#### Description of the task
All the data that follows should be repeated exactly, without a single picture.

#### Input
○ ○ ○ ○

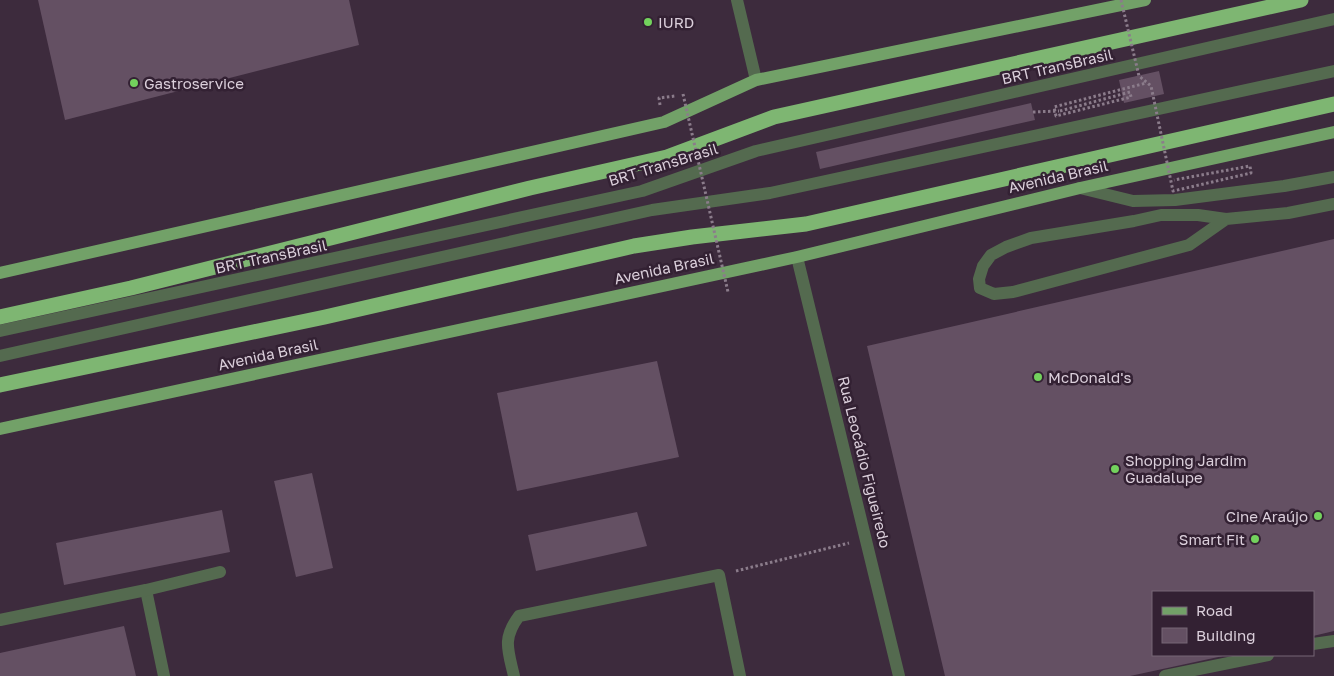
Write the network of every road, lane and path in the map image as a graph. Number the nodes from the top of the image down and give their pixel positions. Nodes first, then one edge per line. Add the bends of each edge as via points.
1 (737, 0) edge
2 (1120, 0) edge
3 (1145, 0) edge
4 (1301, 0) edge
5 (1334, 19) edge
6 (1334, 71) edge
7 (756, 80) junction
8 (1147, 83) junction
9 (659, 98) dead end
10 (1334, 104) edge
11 (1033, 112) dead end
12 (1334, 132) edge
13 (1334, 177) edge
14 (1174, 180) dead end
15 (1080, 188) junction
16 (1334, 204) edge
17 (1226, 219) junction
18 (797, 257) junction
19 (0, 274) edge
20 (728, 292) dead end
21 (0, 317) edge
22 (0, 331) edge
23 (0, 356) edge
24 (0, 385) edge
25 (0, 430) edge
26 (867, 539) junction
27 (220, 572) dead end
28 (719, 575) junction
29 (146, 590) junction
30 (0, 620) edge
31 (1334, 641) edge
32 (1314, 644) edge
33 (1263, 656) edge
34 (164, 676) edge
35 (514, 676) edge
36 (740, 676) edge
37 (899, 676) edge
38 (1165, 676) edge

1 - 7 street
2 - 8 path, bridge via 1139,76
3 - 7 main road
4 - 21 highway via 774,116 667,157
5 - 22 street, BRT TransBrasil via 756,151 642,192
6 - 23 street via 770,194 652,210
7 - 19 main road via 664,122
8 - 11 path, bridge via 1054,107 1056,116 1131,97 1130,92 1060,110
8 - 14 path, bridge via 1151,86 1173,191 1251,173 1250,166
9 - 20 path, bridge via 684,94
10 - 24 highway, Avenida Brasil via 806,224 634,246 325,317
12 - 15 main road, Avenida Brasil
13 - 15 street via 1175,200 1133,201
15 - 18 main road, Avenida Brasil
16 - 17 street via 1288,213
17 - 17 street via 1161,215 1031,238 991,255 983,266 980,288 994,294 1013,292 1189,245
18 - 25 main road, Avenida Brasil
18 - 26 street, Rua Leocádio Figueiredo
26 - 28 path
26 - 37 street, Rua Leocádio Figueiredo
27 - 29 street
28 - 35 street via 519,616 512,625 507,646
28 - 36 street
29 - 30 street
29 - 34 street
31 - 32 street
33 - 38 street

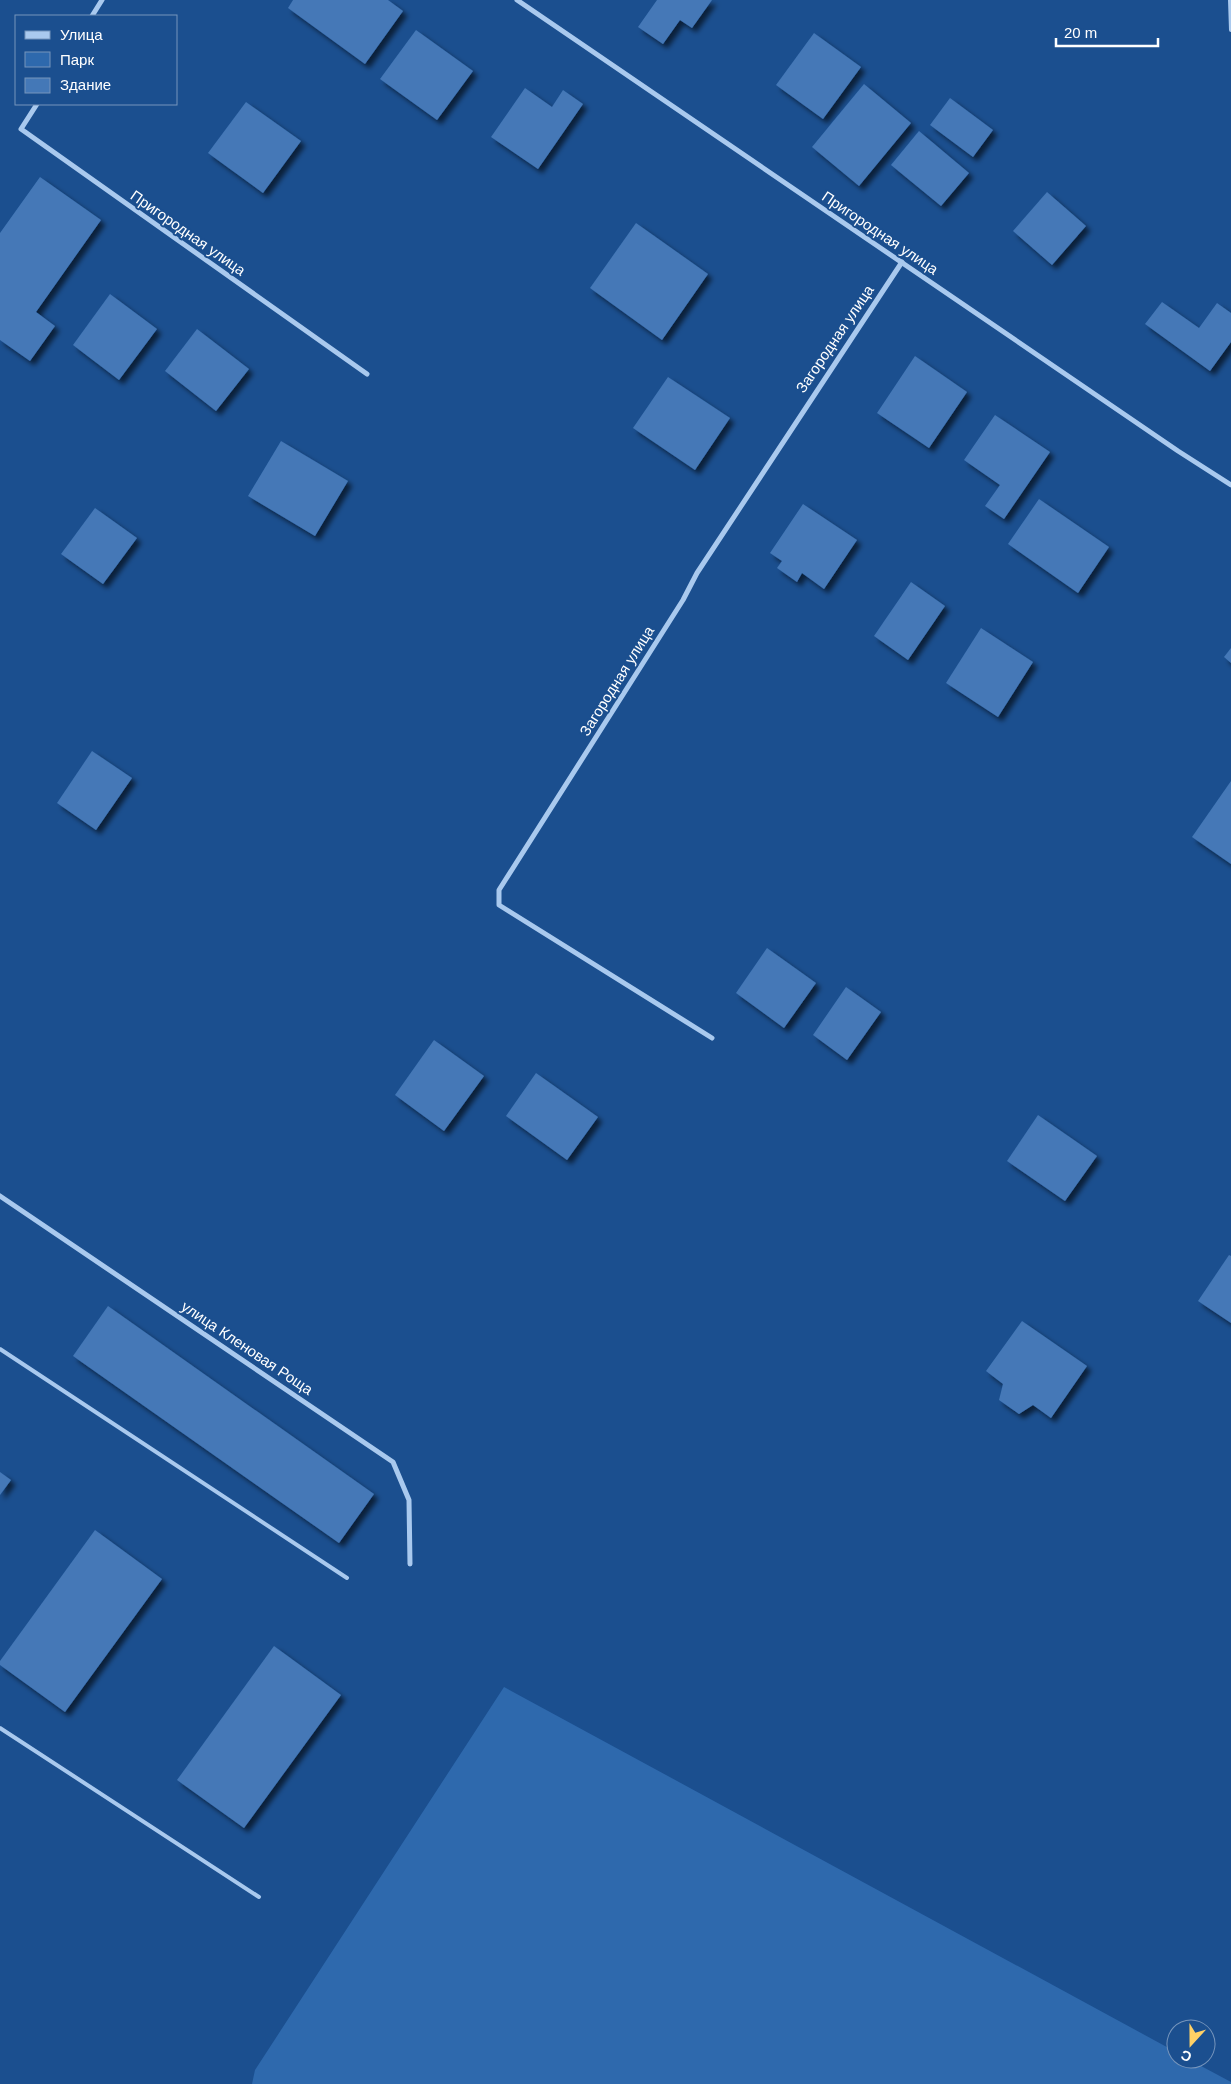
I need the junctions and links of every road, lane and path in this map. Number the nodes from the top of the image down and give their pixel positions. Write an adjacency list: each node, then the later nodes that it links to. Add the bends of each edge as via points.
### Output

○ ○ ○ ○

#### Response to the exercise
Write the network of every road, lane and path in the map image as a graph. Number the nodes from the top of the image down and give their pixel positions. Nodes first, then one edge per line. Add the bends of each edge as via points.
1 (737, 0) edge
2 (1120, 0) edge
3 (1145, 0) edge
4 (1301, 0) edge
5 (1334, 19) edge
6 (1334, 71) edge
7 (756, 80) junction
8 (1147, 83) junction
9 (659, 98) dead end
10 (1334, 104) edge
11 (1033, 112) dead end
12 (1334, 132) edge
13 (1334, 177) edge
14 (1174, 180) dead end
15 (1080, 188) junction
16 (1334, 204) edge
17 (1226, 219) junction
18 (797, 257) junction
19 (0, 274) edge
20 (728, 292) dead end
21 (0, 317) edge
22 (0, 331) edge
23 (0, 356) edge
24 (0, 385) edge
25 (0, 430) edge
26 (867, 539) junction
27 (220, 572) dead end
28 (719, 575) junction
29 (146, 590) junction
30 (0, 620) edge
31 (1334, 641) edge
32 (1314, 644) edge
33 (1263, 656) edge
34 (164, 676) edge
35 (514, 676) edge
36 (740, 676) edge
37 (899, 676) edge
38 (1165, 676) edge

1 - 7 street
2 - 8 path, bridge via 1139,76
3 - 7 main road
4 - 21 highway via 774,116 667,157
5 - 22 street, BRT TransBrasil via 756,151 642,192
6 - 23 street via 770,194 652,210
7 - 19 main road via 664,122
8 - 11 path, bridge via 1054,107 1056,116 1131,97 1130,92 1060,110
8 - 14 path, bridge via 1151,86 1173,191 1251,173 1250,166
9 - 20 path, bridge via 684,94
10 - 24 highway, Avenida Brasil via 806,224 634,246 325,317
12 - 15 main road, Avenida Brasil
13 - 15 street via 1175,200 1133,201
15 - 18 main road, Avenida Brasil
16 - 17 street via 1288,213
17 - 17 street via 1161,215 1031,238 991,255 983,266 980,288 994,294 1013,292 1189,245
18 - 25 main road, Avenida Brasil
18 - 26 street, Rua Leocádio Figueiredo
26 - 28 path
26 - 37 street, Rua Leocádio Figueiredo
27 - 29 street
28 - 35 street via 519,616 512,625 507,646
28 - 36 street
29 - 30 street
29 - 34 street
31 - 32 street
33 - 38 street

I need the junctions and links of every road, lane and path in this map. Number the nodes from the top of the image down and give their pixel positions. Write an adjacency list: each node, then the later nodes that it links to. Add the bends of each edge as via points.
### Output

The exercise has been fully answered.